The BMW factory at Landshut in Germany manufactures components for the company’s final assembly sites around the world, including body-in-white elements in various metals. The latter include instrument carrier panel frames for the Mini Countryman. The part aluminium-magnesium alloy unit acts as the mounting for the dashboard; it is also a key element in the steering and airbag systems. It therefore has a fundamental role to play in both the vehicle’s safety and the visual quality of its interior.
The degree of importance attached to its compliance with specified quality and accuracy criteria is indicated by the fact that since the start of production, all the parts involved – for both the left-hand and right-hand drive versions of the vehicle – have been subjected to 100% inspection in an automated visual inspection system built specifically for the task. The degree of accuracy involved is 25μm.
The system was designed and built by German company Ziemann & Urban. The core technologies involved comprise 26 cameras – effectively a double battery of 13 cameras for each of the two versions of the unit – supplied by Allied Vision Technologies, a subsidiary of Augusta Technologie AG. But the cameras, which themselves comprise a mix of both laser and non-laser light detection units, are supplemented by some clever engineering involving the use of mirrors which means that when the panel frames are mounted in the testing station there is no need for them to be physically manipulated in order to ensure that all of the test points are checked. In addition, contrary to the normal requirement for such intense visual inspection, the test station is not housed in a controlled environment but is instead co-located with the presses that actually produce the parts.
The details are confirmed by Markus Urban, responsible for applications and service with the company and son of the co-founder. He says that, in fact, a number of different attributes of the parts are checked. The major ones are the eight attachment points for the airbag and steering column units, which are subject to 3D measurement. Both their location and accuracy have to be established. In addition there are also numerous smaller holes that are used to help fix the units in place in vehicle assemblies and these are examined for their quality of finish, in particular the presence – or hopefully absence – of burrs.
Altogether there are some 120 measurement points for each part. None of this requires colour vision, hence all the cameras are monochrome. In each bank of 13 the eight used for checking the airbag and steering column attachment holes are AVT’s Guppy F-033 video graphics array (VGA) cameras using laser light as illumination. Of the others, three are from AVT’s Stingray industrial imaging camera range – each one a different model with resolutions ranging from 1.25-5 megapixels – and two are Guppy F-036 units, similar to their namesakes but fitted with a sensor that makes them particularly capable of dealing with high contrasts. But all the software and all the engineering were from Ziemann & Urban.

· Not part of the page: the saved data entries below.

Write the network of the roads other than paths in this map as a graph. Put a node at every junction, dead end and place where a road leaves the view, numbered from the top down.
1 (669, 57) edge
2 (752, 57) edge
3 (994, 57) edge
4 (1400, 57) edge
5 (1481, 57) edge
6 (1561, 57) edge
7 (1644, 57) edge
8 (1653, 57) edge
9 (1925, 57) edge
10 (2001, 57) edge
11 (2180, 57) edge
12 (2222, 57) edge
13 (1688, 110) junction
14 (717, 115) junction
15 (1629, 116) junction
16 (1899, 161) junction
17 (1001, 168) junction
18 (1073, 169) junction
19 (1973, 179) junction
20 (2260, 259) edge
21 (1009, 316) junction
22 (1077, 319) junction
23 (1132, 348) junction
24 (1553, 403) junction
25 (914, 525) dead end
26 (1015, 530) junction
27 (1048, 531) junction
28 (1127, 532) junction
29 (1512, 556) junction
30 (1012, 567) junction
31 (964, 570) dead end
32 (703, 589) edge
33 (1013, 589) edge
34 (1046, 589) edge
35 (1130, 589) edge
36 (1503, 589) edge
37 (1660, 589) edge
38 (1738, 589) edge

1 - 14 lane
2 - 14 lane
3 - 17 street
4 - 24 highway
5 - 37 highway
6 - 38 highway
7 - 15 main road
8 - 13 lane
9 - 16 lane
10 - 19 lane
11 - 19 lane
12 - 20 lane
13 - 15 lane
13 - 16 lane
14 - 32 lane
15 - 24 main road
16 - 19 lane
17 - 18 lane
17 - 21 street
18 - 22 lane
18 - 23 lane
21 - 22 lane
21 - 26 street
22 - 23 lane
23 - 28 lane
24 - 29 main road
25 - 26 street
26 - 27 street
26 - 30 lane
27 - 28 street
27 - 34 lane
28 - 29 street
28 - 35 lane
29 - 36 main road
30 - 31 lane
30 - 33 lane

Perhaps its most innovative aspect is the way it dispenses with the need for any form of controlled environment. Instead, as Urban explains, it uses a system of sensors to compensate for variations in the temperature of the surrounding area so that they do not affect the accuracy of measurements. He does concede, though, that the installation has to be kept free of dust in order to operate properly, but ensuring this is the case requires just a simple cleaning routine that takes about three minutes at the beginning of each shift.
Those temperature variations can be quite extreme in Landshut. Urban says that even inside the building where the installation is housed ambient temperatures over the course of a year can vary in the range 20-45°C. The sequence of operations involved after a part is removed from the press involves firstly a cooling period and then a deburring operation before the part is transported the short distance to the test installation. Loading is a manual operation carried out by shopfloor production personnel before the automated test sequence begins. Because the part remains stationary during the process the whole operation is compressed – so much so that, Urban reports, as many as “720-750 parts per day” can be checked. He states that the measurement time for an individual part is less than five seconds, adding that a previous similar inspection routine took three hours, which meant that only a sample of parts could be tested.
Industrial vision market
But what is the broader picture as far as the use of machine vision in automotive manufacturing is concerned? Holger Hofmann, who runs his own market research and analysis company AMC Hofmann, specialising in machine vision technologies and applications, confirms that the automotive sector is a major user of machine vision and is one of the major drivers of the development of the whole technology. Hofmann offers some observations on how the interaction of technological capability and user requirements is likely to drive market development over the near future. Some things, he indicates, are unlikely to change much. The levels of accuracy systems can achieve are now generally regarded as sufficient for current demands. Pricing levels for the technology are also now realistic. But other aspects could see significant shifts in their rate of development and scale of application. One such shift might well be the use of robot vision, whether in direct manufacturing or related quality control applications, in environments where the focus of the work is physically moving.
Hofmann says that two other application areas of interest for the automotive sector are extending the use in quality control in general and secondly bin-picking, enabling a robot to select individual parts from a container delivered to the lineside; the latter Hofmann believes has “huge potential.”